─── Exercise input

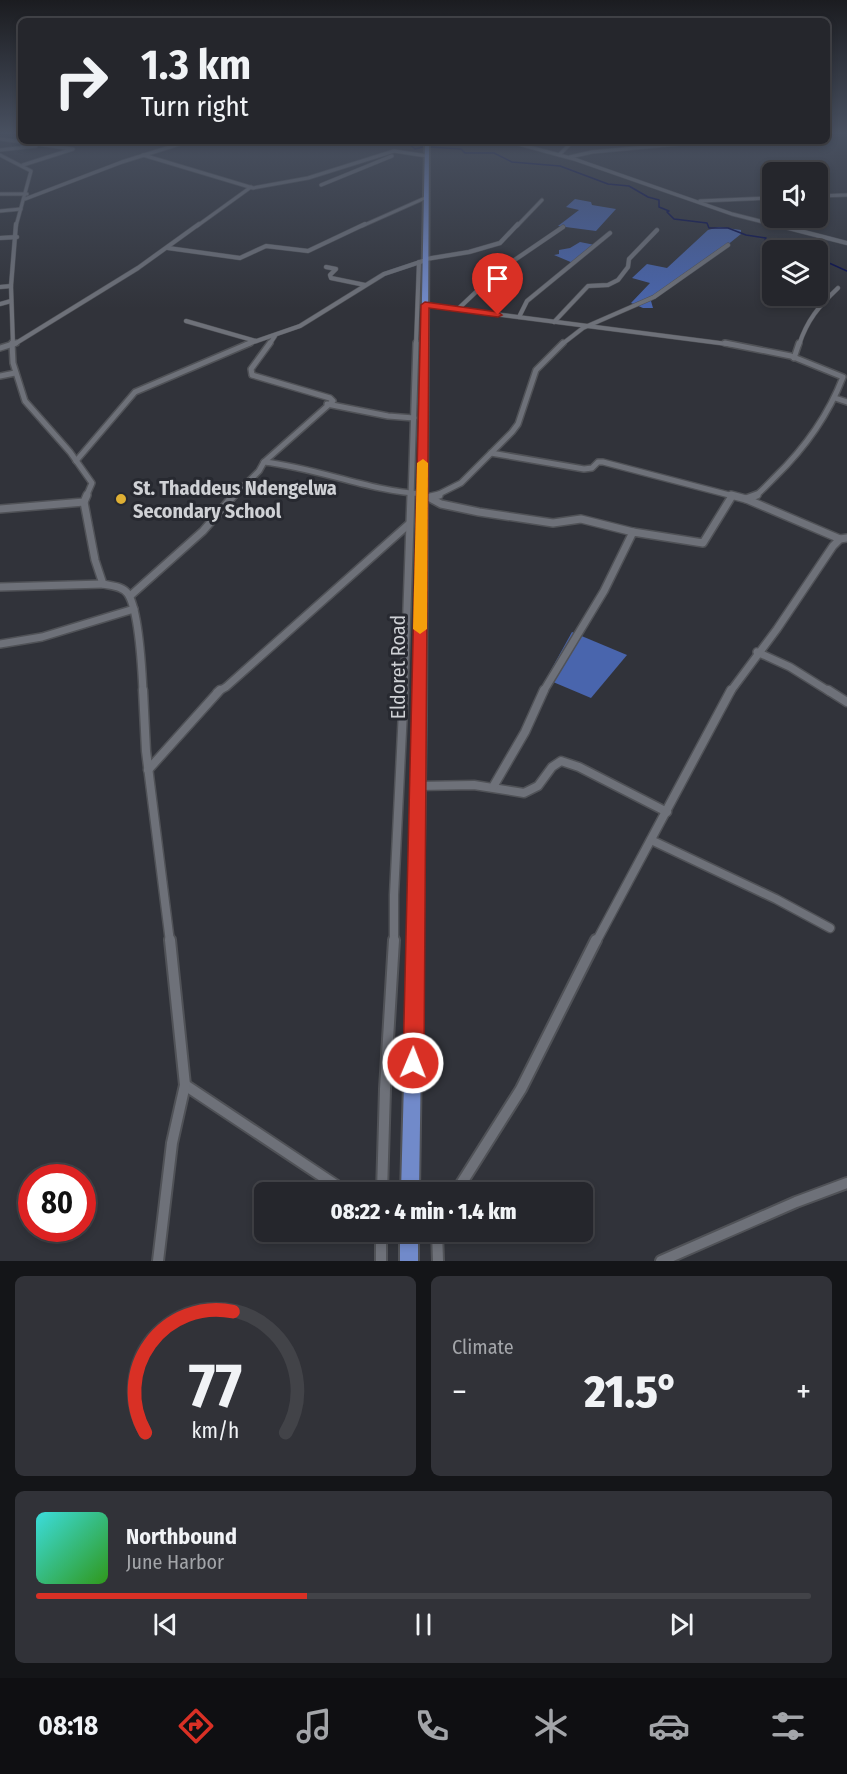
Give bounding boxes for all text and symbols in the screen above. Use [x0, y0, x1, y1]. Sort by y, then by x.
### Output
text: 1.3 km [141, 40, 251, 90]
icon: right [42, 42, 120, 120]
text: Turn right [141, 91, 249, 123]
map controls [762, 162, 828, 306]
button: sound [762, 162, 828, 228]
button: layers [762, 240, 828, 306]
pin [472, 253, 523, 315]
icon: arrive [481, 262, 514, 295]
place label: St. Thaddeus Ndengelwa Secondary School [133, 476, 337, 523]
marker: St. Thaddeus Ndengelwa Secondary School [114, 492, 128, 506]
street label: Eldoret Road [386, 615, 410, 719]
position arrow [381, 1031, 445, 1095]
speed limit sign: 80 [18, 1164, 96, 1242]
text: 08:22 · 4 min · 1.4 km [331, 1198, 516, 1225]
text: Climate [452, 1335, 514, 1359]
text: 77 [189, 1349, 242, 1424]
text: 21.5° [584, 1365, 678, 1419]
text: − [452, 1372, 467, 1412]
text: + [796, 1372, 811, 1412]
text: km/h [192, 1418, 239, 1444]
text: Northbound [126, 1523, 237, 1550]
text: June Harbor [126, 1550, 224, 1574]
icon: previous [149, 1608, 182, 1641]
icon: pause [407, 1608, 440, 1641]
icon: next [665, 1608, 698, 1641]
icon: directions [175, 1705, 217, 1747]
icon: music [293, 1705, 335, 1747]
icon: phone [411, 1705, 453, 1747]
icon: climate [530, 1705, 572, 1747]
icon: car [648, 1705, 690, 1747]
icon: filters [767, 1705, 809, 1747]
text: 08:18 [38, 1710, 98, 1742]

──────

(What to do): Repeat the preceding records exactly but drop the images.

(Reply):
Give bounding boxes for all text and symbols in the screen above. Use [x0, y0, x1, y1]. Sort by y, then by x.
### Output
text: 1.3 km [141, 40, 251, 90]
icon: right [42, 42, 120, 120]
text: Turn right [141, 91, 249, 123]
map controls [762, 162, 828, 306]
button: sound [762, 162, 828, 228]
button: layers [762, 240, 828, 306]
pin [472, 253, 523, 315]
icon: arrive [481, 262, 514, 295]
place label: St. Thaddeus Ndengelwa Secondary School [133, 476, 337, 523]
marker: St. Thaddeus Ndengelwa Secondary School [114, 492, 128, 506]
street label: Eldoret Road [386, 615, 410, 719]
position arrow [381, 1031, 445, 1095]
speed limit sign: 80 [18, 1164, 96, 1242]
text: 08:22 · 4 min · 1.4 km [331, 1198, 516, 1225]
text: Climate [452, 1335, 514, 1359]
text: 77 [189, 1349, 242, 1424]
text: 21.5° [584, 1365, 678, 1419]
text: − [452, 1372, 467, 1412]
text: + [796, 1372, 811, 1412]
text: km/h [192, 1418, 239, 1444]
text: Northbound [126, 1523, 237, 1550]
text: June Harbor [126, 1550, 224, 1574]
icon: previous [149, 1608, 182, 1641]
icon: pause [407, 1608, 440, 1641]
icon: next [665, 1608, 698, 1641]
icon: directions [175, 1705, 217, 1747]
icon: music [293, 1705, 335, 1747]
icon: phone [411, 1705, 453, 1747]
icon: climate [530, 1705, 572, 1747]
icon: car [648, 1705, 690, 1747]
icon: filters [767, 1705, 809, 1747]
text: 08:18 [38, 1710, 98, 1742]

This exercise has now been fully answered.